Claiming an ambiguous link between marijuana and opioid overdoses, White House Press Secretary Sean Spicer told reporters last month that the Trump administration would renew the federal war on marijuana.
"I do believe you will see greater enforcement" of federal marijuana laws, Spicer said. "When you see something like the opioid addiction crisis blossoming in so many states around this country, the last thing we should be doing is encouraging people."
There is no evidence that expanding access to legal marijuana has increased the use of prescription opioid or heroin. In fact, the relationship may be just the opposite.
But whatever. I'm more interested in what "greater enforcement" of federal marijuana laws would look like, considering how little appetite there is for doing it.

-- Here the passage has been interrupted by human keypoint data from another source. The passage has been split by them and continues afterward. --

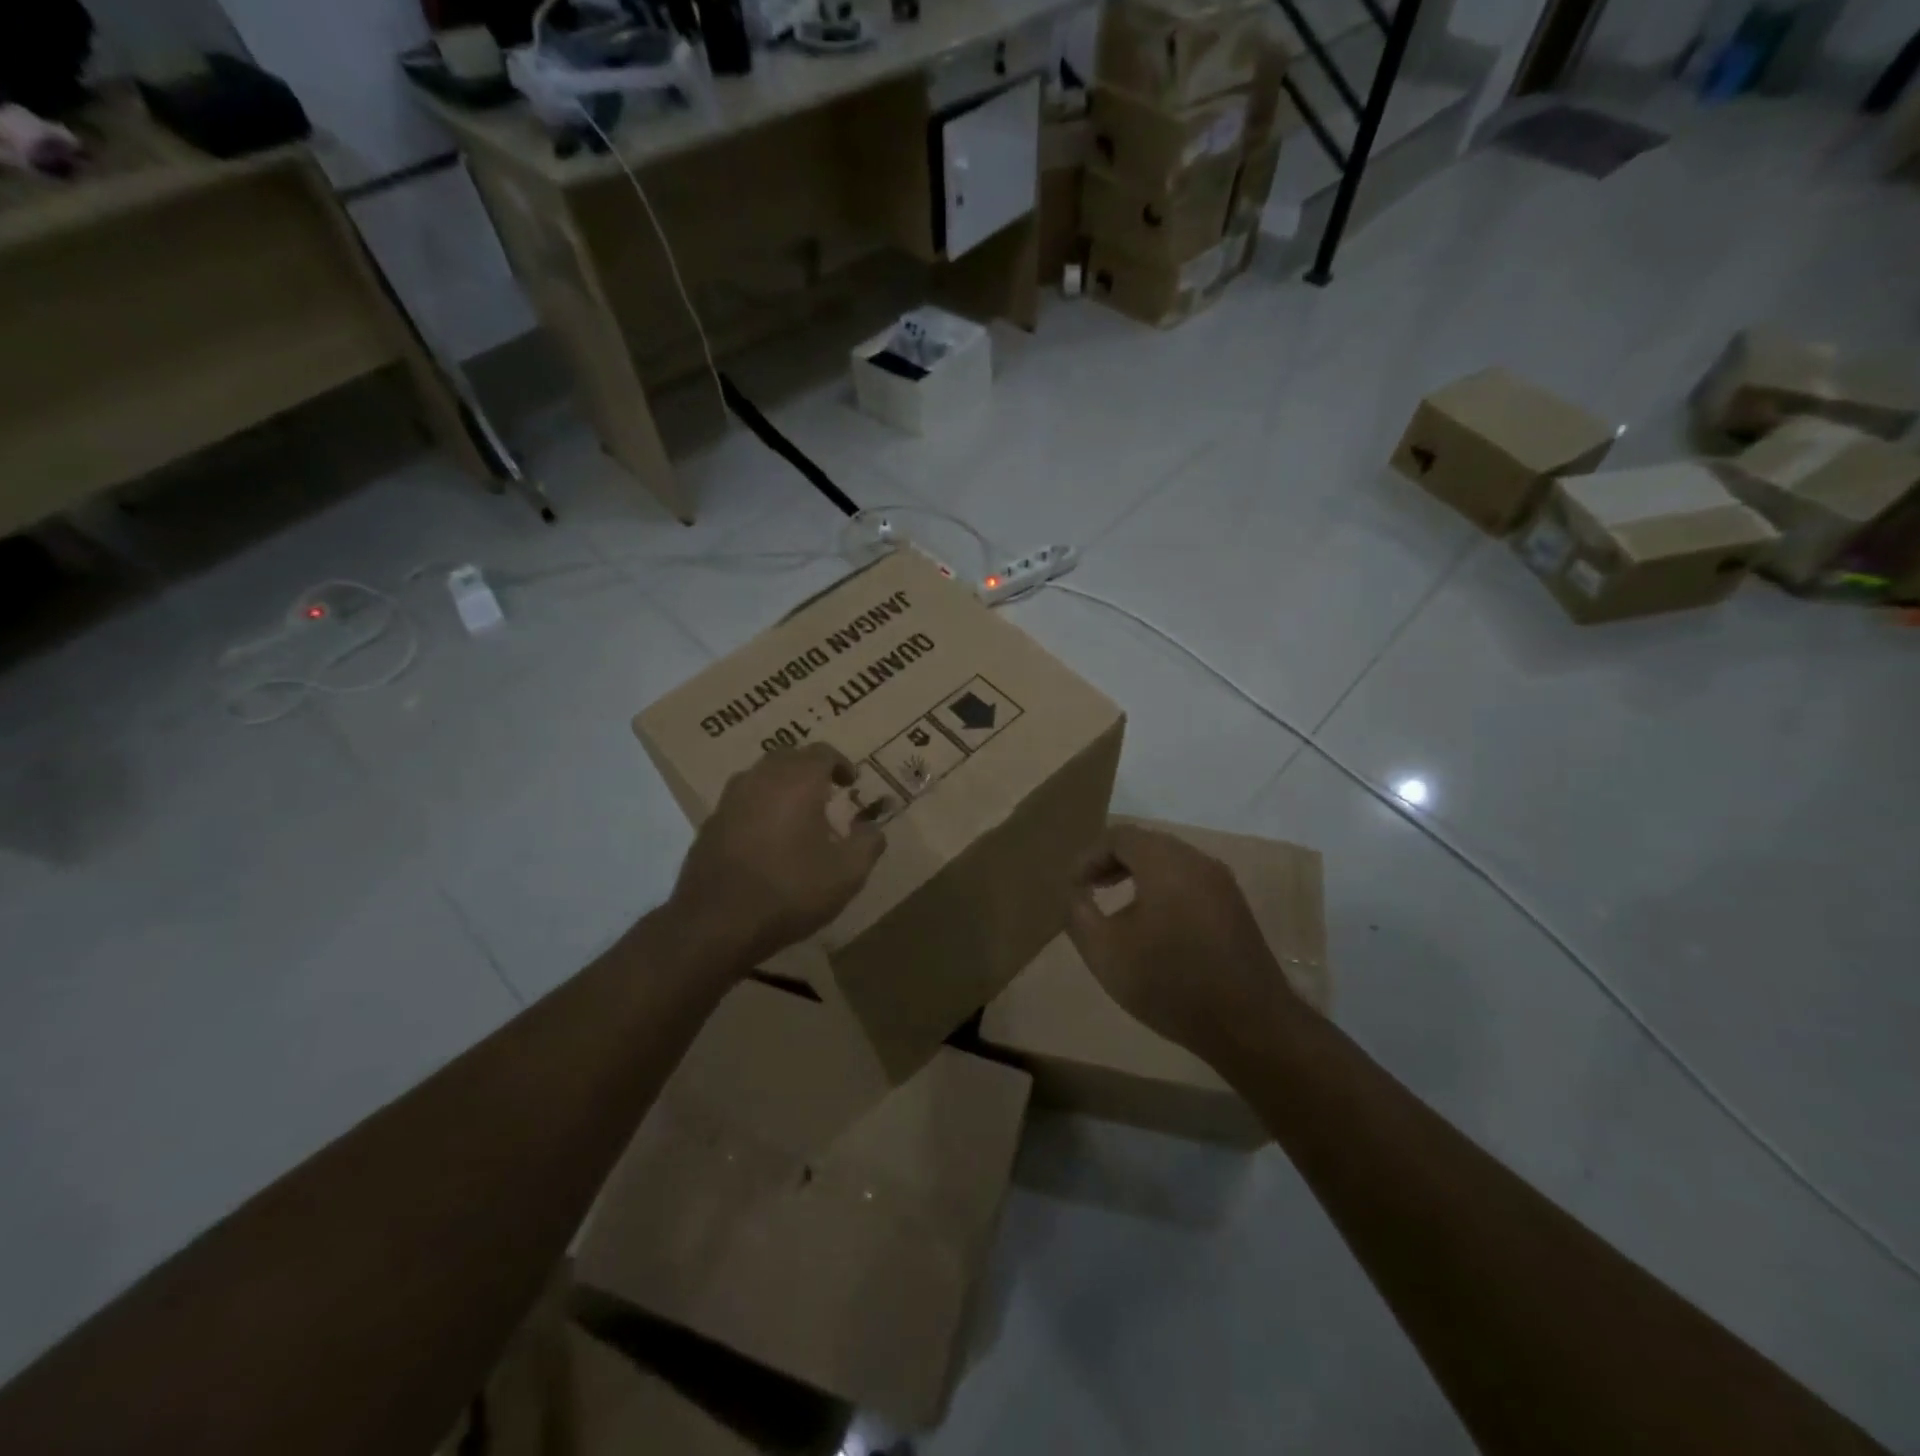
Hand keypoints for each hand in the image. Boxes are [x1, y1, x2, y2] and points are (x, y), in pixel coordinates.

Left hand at [666, 743, 888, 970]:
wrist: (716, 923)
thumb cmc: (789, 891)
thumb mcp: (846, 874)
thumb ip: (868, 844)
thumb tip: (874, 829)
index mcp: (797, 781)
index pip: (822, 753)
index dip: (841, 764)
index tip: (851, 784)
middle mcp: (761, 779)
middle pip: (789, 757)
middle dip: (810, 770)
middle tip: (827, 794)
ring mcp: (730, 800)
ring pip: (761, 777)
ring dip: (782, 787)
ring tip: (797, 815)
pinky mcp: (710, 824)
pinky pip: (742, 802)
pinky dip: (759, 808)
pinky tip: (767, 839)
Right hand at [1065, 824, 1294, 1057]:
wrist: (1249, 1025)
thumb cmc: (1169, 982)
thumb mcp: (1105, 952)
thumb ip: (1079, 914)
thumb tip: (1075, 894)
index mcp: (1165, 861)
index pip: (1119, 836)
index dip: (1089, 856)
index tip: (1072, 886)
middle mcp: (1197, 861)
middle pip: (1147, 844)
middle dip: (1113, 862)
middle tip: (1090, 889)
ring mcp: (1222, 884)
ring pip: (1171, 863)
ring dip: (1139, 875)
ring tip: (1118, 907)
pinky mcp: (1236, 909)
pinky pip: (1191, 882)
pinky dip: (1164, 890)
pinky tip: (1155, 926)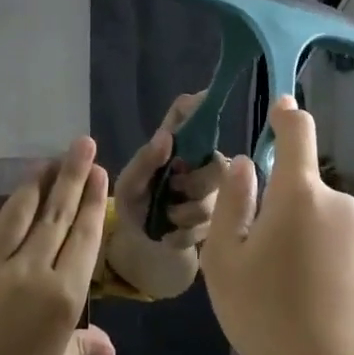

As Jacob Sullum has already reported, Quinnipiac released poll results yesterday showing that Americans overwhelmingly oppose federal interference in states where marijuana is legal.
If raids were to resume, does that widely held sentiment translate into the phone-line-jamming outcry that nearly derailed Betsy DeVos's nomination? Maybe not nationally, but you can bet residents and congressional delegations from marijuana states would make lots of noise. (Marijuana business owners are already expressing displeasure.)
Senator Cory Gardner (R-Colo.) told Bloomberg News that Attorney General Jeff Sessions told him before being confirmed that going after his state's marijuana industry is "not a priority of the Trump administration."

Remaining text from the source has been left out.